## Problem details
Pull every line that holds the word "labels" from the entries.

## Available data
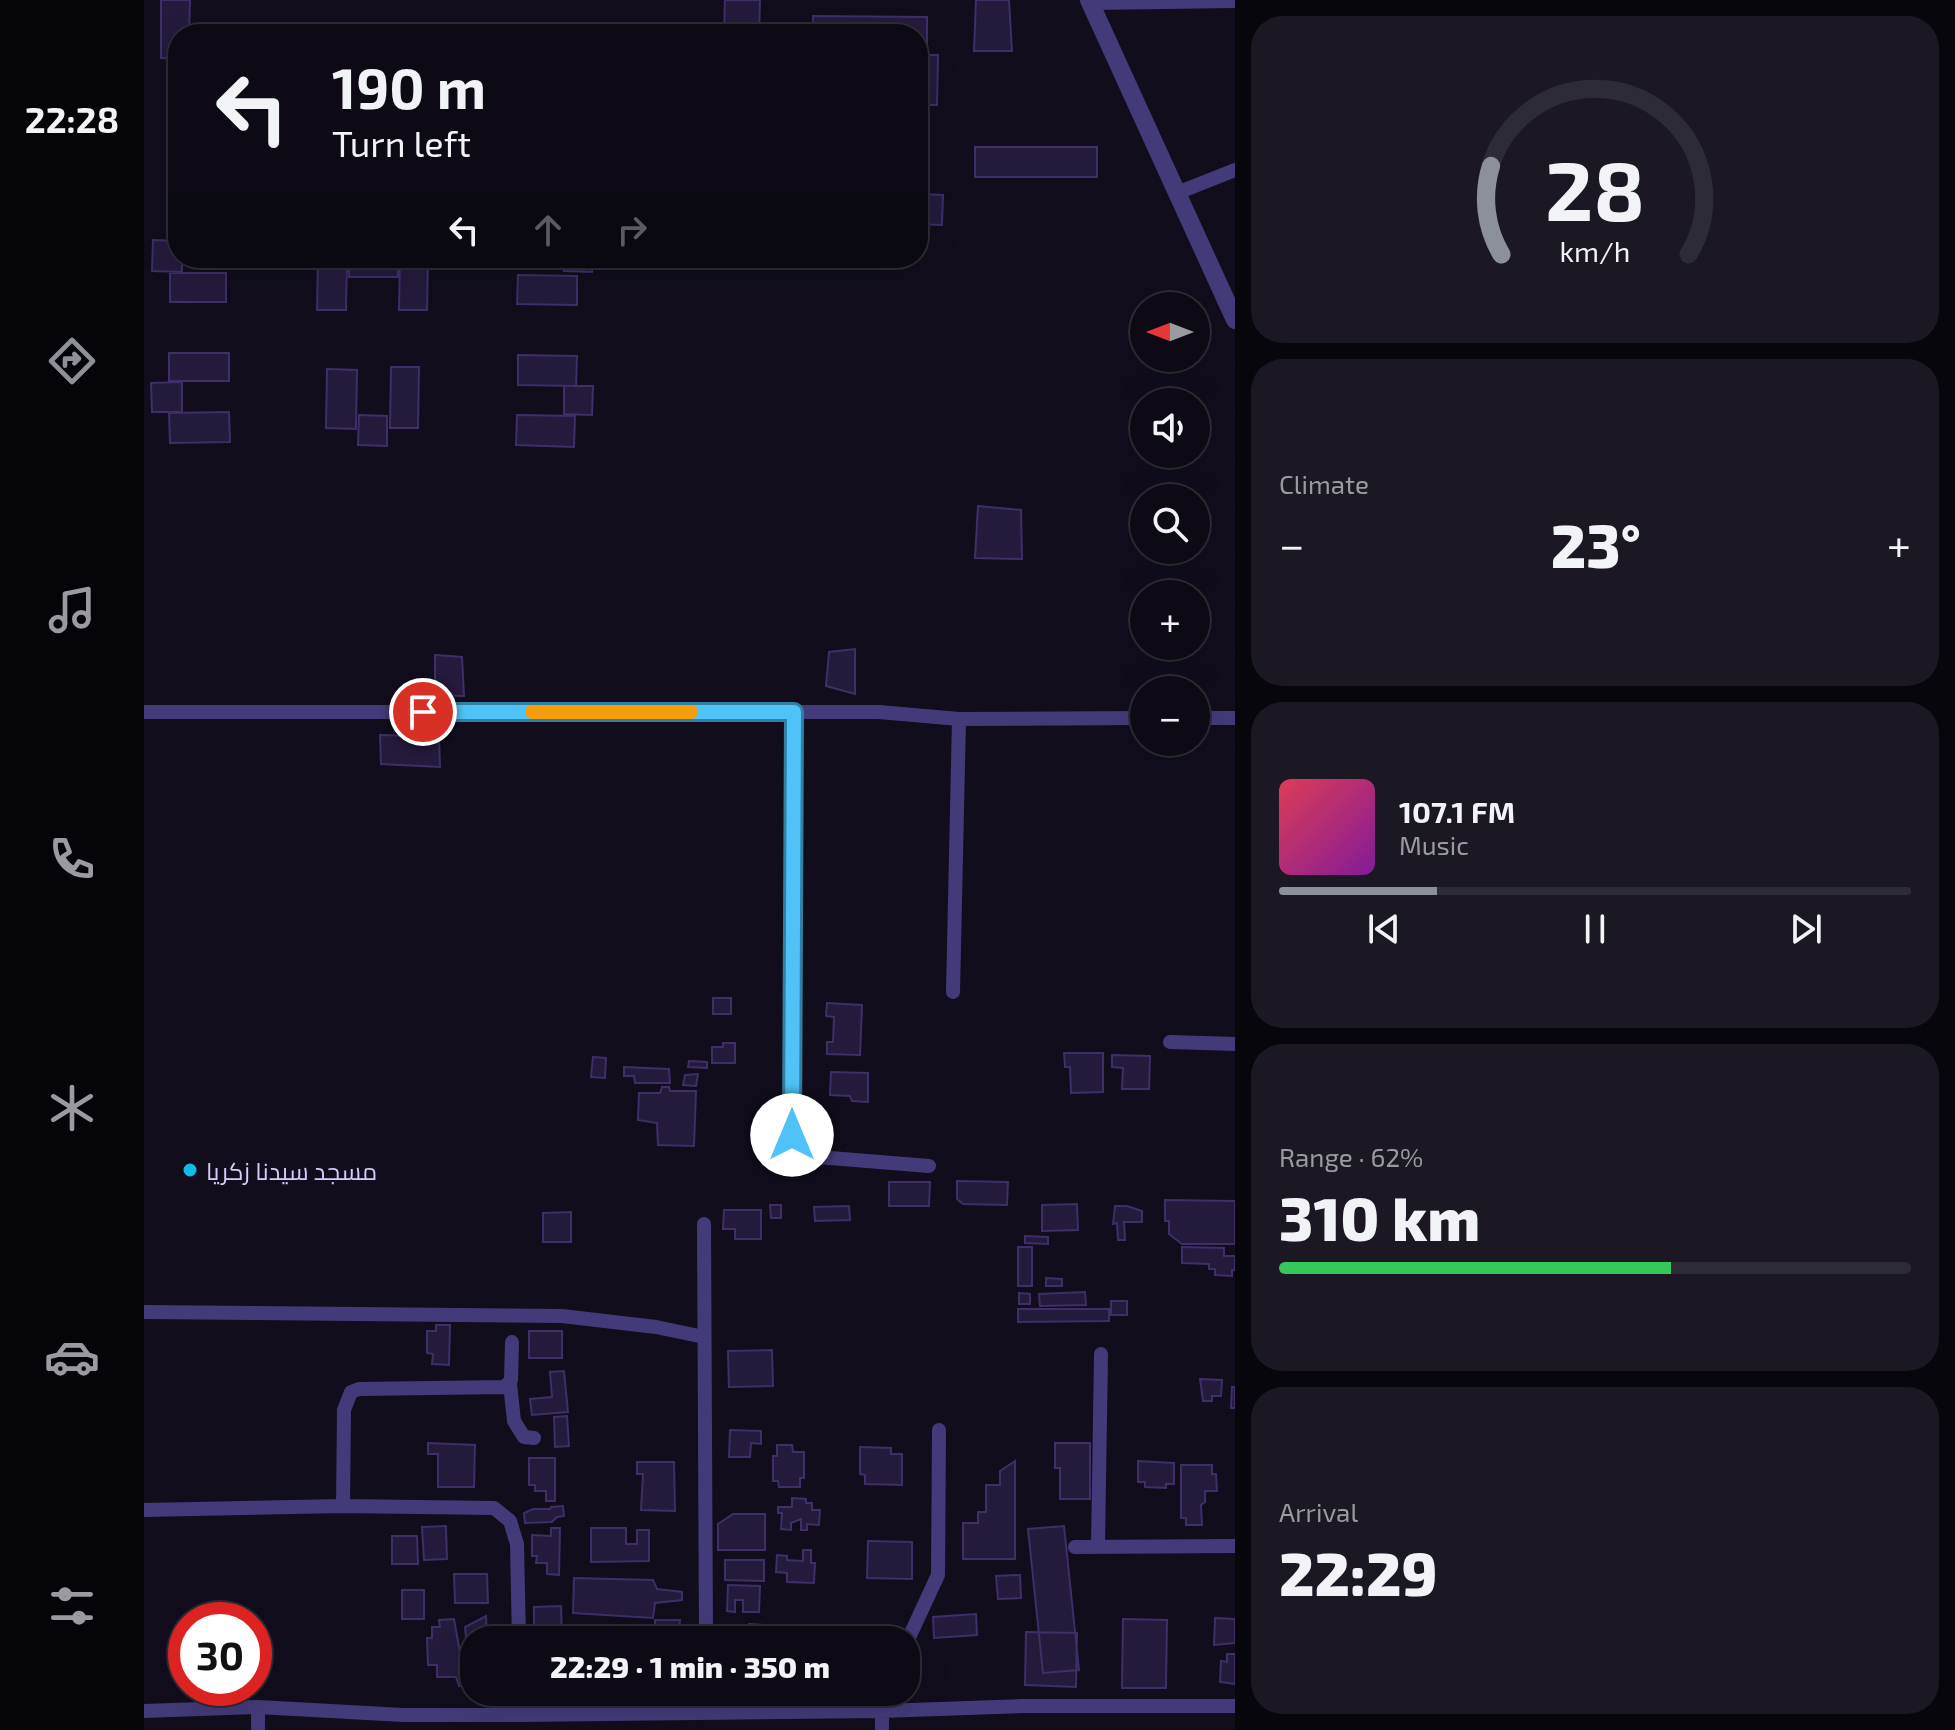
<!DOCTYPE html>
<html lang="en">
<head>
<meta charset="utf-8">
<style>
	:root { --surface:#0d0a16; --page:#1b1823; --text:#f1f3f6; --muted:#9a9aa1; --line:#2d2b35; --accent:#8c9099 }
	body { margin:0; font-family:"Exo 2",Cairo,sans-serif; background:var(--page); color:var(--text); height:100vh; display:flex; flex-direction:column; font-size:30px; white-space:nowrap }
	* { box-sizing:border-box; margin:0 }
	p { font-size:26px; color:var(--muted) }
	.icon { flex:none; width:44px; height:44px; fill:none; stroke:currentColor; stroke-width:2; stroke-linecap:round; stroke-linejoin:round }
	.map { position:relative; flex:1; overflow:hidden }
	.details { display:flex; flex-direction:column; gap:16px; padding:16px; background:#07060c; width:720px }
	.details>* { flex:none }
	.hud { position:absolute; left:24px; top:24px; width:760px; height:244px; border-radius:32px; box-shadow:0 8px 32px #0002,0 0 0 2px var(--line); background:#0d0a16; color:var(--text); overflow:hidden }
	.needle { width:52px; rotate:270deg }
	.tools { position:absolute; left:986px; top:292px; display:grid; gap:16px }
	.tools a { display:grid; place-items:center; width:80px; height:80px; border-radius:50%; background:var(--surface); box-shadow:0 8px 32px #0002,0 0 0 2px var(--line); font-size:40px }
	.speed { position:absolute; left:24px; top:1602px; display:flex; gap:16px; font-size:40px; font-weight:700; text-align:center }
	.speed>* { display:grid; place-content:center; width:104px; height:104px; border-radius:50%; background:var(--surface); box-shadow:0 8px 32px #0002,0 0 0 2px var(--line); line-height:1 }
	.speed .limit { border:12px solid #d22; background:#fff; color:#111 }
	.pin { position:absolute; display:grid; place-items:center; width:68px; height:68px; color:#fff; margin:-34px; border:4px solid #fff; border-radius:50%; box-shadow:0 2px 8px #0007 }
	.me { position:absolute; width:88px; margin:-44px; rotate:0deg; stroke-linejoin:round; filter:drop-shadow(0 0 6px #0008) }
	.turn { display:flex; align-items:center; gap:28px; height:168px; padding:0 32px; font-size:36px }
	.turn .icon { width:104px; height:104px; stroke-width:2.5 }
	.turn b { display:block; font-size:56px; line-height:68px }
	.lanes { display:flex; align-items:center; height:76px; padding:0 32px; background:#0003; justify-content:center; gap:40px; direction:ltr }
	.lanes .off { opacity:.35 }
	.big { font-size:60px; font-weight:800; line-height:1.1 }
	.details .tile { flex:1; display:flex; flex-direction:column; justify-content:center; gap:12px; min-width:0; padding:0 28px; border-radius:32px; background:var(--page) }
	.details .dial { align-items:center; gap:0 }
	.dial svg { height:208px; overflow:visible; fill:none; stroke:var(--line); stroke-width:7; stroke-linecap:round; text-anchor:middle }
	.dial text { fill:var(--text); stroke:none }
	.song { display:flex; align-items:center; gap:24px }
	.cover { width:96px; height:96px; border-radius:12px; background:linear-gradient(135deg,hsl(350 70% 55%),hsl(290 70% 35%)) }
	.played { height:8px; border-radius:4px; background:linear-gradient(90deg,var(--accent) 25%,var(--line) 25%) }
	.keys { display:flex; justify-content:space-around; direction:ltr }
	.heat { display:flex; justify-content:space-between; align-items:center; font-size:44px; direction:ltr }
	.charge { height:12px; border-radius:6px; background:linear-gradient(90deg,#34c759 62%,var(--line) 0) }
	.trip { position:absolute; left:316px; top:1626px; width:460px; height:80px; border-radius:32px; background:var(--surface); box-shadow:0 8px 32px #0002,0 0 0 2px var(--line); font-weight:800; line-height:80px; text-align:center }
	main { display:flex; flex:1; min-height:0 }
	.menu { display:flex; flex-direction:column; width:144px; justify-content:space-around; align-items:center; background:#050409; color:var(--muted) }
	.menu .icon { width:56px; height:56px }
	.menu .selected { color:var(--accent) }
	.menu b { font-size:36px; color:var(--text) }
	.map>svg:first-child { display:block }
	.building { fill:#241a3c; stroke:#3f2e67; stroke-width:2 }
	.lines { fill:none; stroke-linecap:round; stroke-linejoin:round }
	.minor { stroke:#433b79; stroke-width:14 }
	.tertiary { stroke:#433b79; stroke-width:18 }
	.route-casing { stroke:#337fa1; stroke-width:20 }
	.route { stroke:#4fc3f7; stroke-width:14 }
	.slow { stroke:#f59e0b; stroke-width:14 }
	.poi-dot { fill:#10bbe4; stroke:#110d1d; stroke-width:3 }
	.labels { text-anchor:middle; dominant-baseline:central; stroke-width:8; stroke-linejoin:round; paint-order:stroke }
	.poi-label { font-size:24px; fill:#d6ccfb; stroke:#110d1d; text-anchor:start }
</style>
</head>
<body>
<main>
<nav class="menu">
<b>22:28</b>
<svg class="icon selected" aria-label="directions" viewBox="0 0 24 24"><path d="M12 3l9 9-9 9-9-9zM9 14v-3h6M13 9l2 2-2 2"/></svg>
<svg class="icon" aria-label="music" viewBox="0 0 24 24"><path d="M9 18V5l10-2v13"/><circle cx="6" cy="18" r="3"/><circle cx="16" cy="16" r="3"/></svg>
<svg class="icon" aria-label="phone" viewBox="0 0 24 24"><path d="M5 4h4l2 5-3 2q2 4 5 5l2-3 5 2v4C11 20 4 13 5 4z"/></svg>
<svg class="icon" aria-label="climate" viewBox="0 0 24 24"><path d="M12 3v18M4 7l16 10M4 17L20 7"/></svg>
<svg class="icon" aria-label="car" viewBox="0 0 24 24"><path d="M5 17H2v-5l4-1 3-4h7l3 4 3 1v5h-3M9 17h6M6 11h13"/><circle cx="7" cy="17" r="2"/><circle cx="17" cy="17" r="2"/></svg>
<svg class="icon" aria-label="filters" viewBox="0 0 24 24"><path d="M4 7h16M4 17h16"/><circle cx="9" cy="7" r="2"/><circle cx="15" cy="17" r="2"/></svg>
</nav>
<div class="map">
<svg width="1091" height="1730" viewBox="0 0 1091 1730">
	<rect width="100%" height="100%" fill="#110d1d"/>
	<path class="building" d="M17,0H46L45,34H34V59L17,58Z
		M581,0H616L615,34H580Z
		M832,0H865L868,51H830Z
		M669,16L783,17V55H794L793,105H782L781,141H774L776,54H774V34H669Z
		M831,147H953V177H831Z
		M774,194L799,195L798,225L774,224Z
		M25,210H34V239H25Z
		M9,240L34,241V258H38V272L8,271Z
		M174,258H203L202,310H173Z
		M205,258H254V277H205Z
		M256,258H284L283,310H255Z
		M420,258H449L448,272L420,271Z
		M26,273H82V302H26Z
		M374,275L433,276V305L373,304Z
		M25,353H85V381H25Z
		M374,355L433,356L432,386L374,385Z
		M247,367H275L274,428H246Z
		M183,369L213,370L212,429L182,428Z
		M38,382V412H8L7,383Z
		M420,386H449L448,415L420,414Z
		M85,412L86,442L26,443L25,413Z
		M215,415L243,416V446L214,445Z
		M373,415L431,416L430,447L372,445Z
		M834,506L877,510L878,559L831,558Z
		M711,649V694L682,686L685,652Z
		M291,655L318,657L320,696L291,695Z
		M236,735L295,737L296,767L237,764Z
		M569,998H587V1014H569Z
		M683,1003L718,1005L716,1055L683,1054V1042H689L690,1017L682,1016Z
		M579,1043H591V1063H568V1047H579Z
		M920,1053H959V1092L927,1093L926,1067H921Z
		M968,1055L1006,1056L1005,1089H978L979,1068L968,1067Z
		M449,1057L462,1058L461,1078L447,1077Z
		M545,1061L563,1062V1068L544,1067Z
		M480,1067L525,1069L526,1083H491L490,1076H480Z
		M687,1072L724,1073V1102L708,1101L706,1096L686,1095Z
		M554,1074L552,1086L539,1085L541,1075Z
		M518,1087H525L526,1091H552L550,1146L514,1145L513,1123L494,1120L495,1093H516Z
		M813,1181L864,1182L863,1205L819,1204L813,1199Z
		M745,1182H786L785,1206H745Z
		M1021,1200L1091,1201V1244H1038L1025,1234V1221H1021Z
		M933,1204L934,1230L898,1231V1205Z
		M626,1205H637V1218H627Z
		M705,1206L706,1220L671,1221L670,1207Z
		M971,1206H983L998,1211V1222H980L981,1240H974L973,1223L969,1224Z
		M580,1210H617V1239H591V1229H579Z
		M427,1212V1242H399V1213Z
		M881,1236L904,1237V1244L881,1243Z
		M874,1247H888V1286H874Z
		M1038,1247L1080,1248V1256H1091V1270H1088V1276L1071,1275V1269H1065V1264L1038,1263Z
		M902,1278L918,1279V1286H902Z
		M941,1292L942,1305L896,1306L895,1294Z
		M875,1293L886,1294V1304H875Z
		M967,1301H983V1315H967Z
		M874,1309H965V1321L874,1322Z
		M292,1325H306L305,1365L288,1364L289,1354L283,1353V1331H292Z
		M385,1331H418V1358H385Z
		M628,1350L629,1386L585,1387L584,1351Z
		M420,1371L424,1412L388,1415L386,1399L408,1397L406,1372Z
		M1056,1379L1078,1380L1077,1396H1068V1401H1059Z
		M1088,1387H1091V1408H1087Z
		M423,1416L425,1446L411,1447L410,1417Z
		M586,1430L617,1431V1444L607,1443L606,1457H585Z
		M284,1443L331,1445L330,1487H294V1454H284Z
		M911,1443H946V1499H916V1468H911Z
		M633,1445H648L649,1452H660V1478H656V1487H635L634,1481H629V1456H633Z
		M716,1447L747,1448V1454H758V1485L721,1484V1475L716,1474Z
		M385,1458H411V1501H402V1491H391V1485H385Z
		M871,1461V1559H819V1523H834V1512H842V1485H856V1471Z
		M994,1461L1030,1463V1484H1022V1488L1001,1487V1482H994Z
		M493,1462H530L531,1511L497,1510L499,1474H493Z
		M1037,1465H1068V1474H1072L1073,1491H1061V1502L1057,1505L1058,1525H1042V1518H1037Z
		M648,1498L662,1499V1503H668V1510H676L675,1525L663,1524V1530H657V1519L647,1523V1530L637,1529L638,1513H634V1507H648Z
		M419,1506L420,1516L413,1517L408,1522L381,1523L380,1513L389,1509H406L407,1507Z
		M589,1514H621V1550H574V1524Z
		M302,1526L303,1559L280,1560L278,1527Z
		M920,1526L935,1670L899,1673L884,1529Z
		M407,1528H416L415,1575L403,1574V1563H392L393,1556H388V1535L407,1536Z
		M447,1528H482V1544H493V1530H505V1561L447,1562Z
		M248,1536H273L274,1564H248Z
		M724,1541L768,1542V1579L723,1578Z
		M659,1550H667V1563H671L670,1583L643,1582V1573L632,1572L633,1555L643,1556V1560L659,1561Z
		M581,1560H620V1581L581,1580Z
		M310,1574H343L344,1603H311Z
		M876,1575L877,1598L854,1599L852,1576Z
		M430,1578L509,1580L513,1589L538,1592V1600L511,1603L509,1618L429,1613Z
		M584,1585L616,1586L615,1612H599V1600H591V1612L583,1611Z
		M258,1590H280V1619H258Z
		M417,1606L418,1640L396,1638V1630H390V1607Z
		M832,1614L833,1635L790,1638L789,1617Z
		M342,1616L343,1640H330V1683H326L321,1627Z
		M1071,1618L1091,1619V1643L1070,1645Z
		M310,1619L322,1686H315L312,1677H293V1665H284L283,1638H288V1627H296L295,1620Z
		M979,1619L1023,1620L1022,1688H978Z
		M511,1620H536L535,1631H543V1640H511Z
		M605,1624L635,1626V1640H605Z
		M577,1630L593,1631V1640H576Z
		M882,1632L933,1633L932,1687L881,1685Z
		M1083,1654H1091V1684L1076,1682L1077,1661L1083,1662Z"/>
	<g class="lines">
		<path class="minor" d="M947,3L1091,1
			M1033,193L1091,170
			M0,712H735L815,719L1000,718
			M650,712L648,1135L659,1148L674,1157L785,1166
			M1052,718H1091
			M809,992L815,719
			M1026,1042L1091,1044
			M560,1224L562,1640
			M0,1312L418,1316L512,1327L560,1337
			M366,1384L370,1421L380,1437L390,1438
			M199,1506L200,1410L207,1392L215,1389L361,1387L367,1380L368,1342
			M0,1510L199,1506L350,1508L366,1521L373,1544L375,1640
			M954,1545L957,1354
			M931,1547L1091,1546
			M762,1644L794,1575L795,1430
			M375,1692V1715
			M563,1692V1713
			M0,1711L114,1707L259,1715H375L738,1711L880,1706H1091
			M114,1730V1707
			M738,1730V1711L743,1692"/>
		<path class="tertiary" d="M945,0L1091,320"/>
	</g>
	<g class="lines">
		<g class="route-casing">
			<path id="route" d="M279,712H650L648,1135"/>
		</g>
		<use href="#route" class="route"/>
		<path class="slow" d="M388,712H547"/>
	</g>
	<circle class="poi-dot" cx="46" cy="1170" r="8"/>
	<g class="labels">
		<g class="poi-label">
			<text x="62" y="1170">مسجد سيدنا زكريا</text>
		</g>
	</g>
</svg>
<div class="tools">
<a><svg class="needle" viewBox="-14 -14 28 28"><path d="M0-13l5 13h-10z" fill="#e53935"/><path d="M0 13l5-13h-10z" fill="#9a9aa1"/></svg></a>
<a><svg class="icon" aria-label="sound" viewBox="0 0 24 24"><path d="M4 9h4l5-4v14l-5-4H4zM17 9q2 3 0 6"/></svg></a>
<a><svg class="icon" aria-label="search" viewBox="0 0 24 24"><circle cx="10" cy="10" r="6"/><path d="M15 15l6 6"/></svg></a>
<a>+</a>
<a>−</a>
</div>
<div class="speed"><div class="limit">30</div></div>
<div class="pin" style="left:279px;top:712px;background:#d93025"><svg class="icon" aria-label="arrive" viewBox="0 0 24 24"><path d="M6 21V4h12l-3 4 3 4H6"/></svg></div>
<svg class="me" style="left:648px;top:1135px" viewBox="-20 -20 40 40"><circle r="19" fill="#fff"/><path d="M0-13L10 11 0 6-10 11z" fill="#4fc3f7"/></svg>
<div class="trip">22:29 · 1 min · 350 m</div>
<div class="hud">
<div class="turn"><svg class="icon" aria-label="left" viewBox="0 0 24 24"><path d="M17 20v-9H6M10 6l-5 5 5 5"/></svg><div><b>190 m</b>Turn left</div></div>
<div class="lanes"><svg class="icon" aria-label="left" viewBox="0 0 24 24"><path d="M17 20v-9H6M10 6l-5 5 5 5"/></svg><svg class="icon off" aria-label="ahead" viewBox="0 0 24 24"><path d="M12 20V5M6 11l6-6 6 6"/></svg><svg class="icon off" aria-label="right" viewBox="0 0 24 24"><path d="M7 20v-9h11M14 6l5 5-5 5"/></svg></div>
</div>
</div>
<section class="details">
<div class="tile dial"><svg viewBox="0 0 100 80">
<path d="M14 69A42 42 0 1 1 86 69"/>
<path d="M14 69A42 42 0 0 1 10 35" stroke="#8c9099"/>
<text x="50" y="56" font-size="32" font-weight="700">28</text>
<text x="50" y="72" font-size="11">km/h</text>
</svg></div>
<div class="tile"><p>Climate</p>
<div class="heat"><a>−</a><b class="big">23°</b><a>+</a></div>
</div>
<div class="tile">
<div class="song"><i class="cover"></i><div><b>107.1 FM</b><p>Music</p></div></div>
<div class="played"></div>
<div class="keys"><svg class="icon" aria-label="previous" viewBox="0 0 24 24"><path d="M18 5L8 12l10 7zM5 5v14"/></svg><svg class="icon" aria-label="pause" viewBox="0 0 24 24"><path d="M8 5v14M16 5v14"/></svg><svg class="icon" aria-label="next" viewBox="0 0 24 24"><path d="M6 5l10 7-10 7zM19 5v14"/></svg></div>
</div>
<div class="tile"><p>Range · 62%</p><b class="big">310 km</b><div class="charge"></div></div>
<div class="tile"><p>Arrival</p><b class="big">22:29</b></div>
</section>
</main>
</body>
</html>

## Solution to this problem
	.labels { text-anchor:middle; dominant-baseline:central; stroke-width:8; stroke-linejoin:round; paint-order:stroke }
	<g class="labels">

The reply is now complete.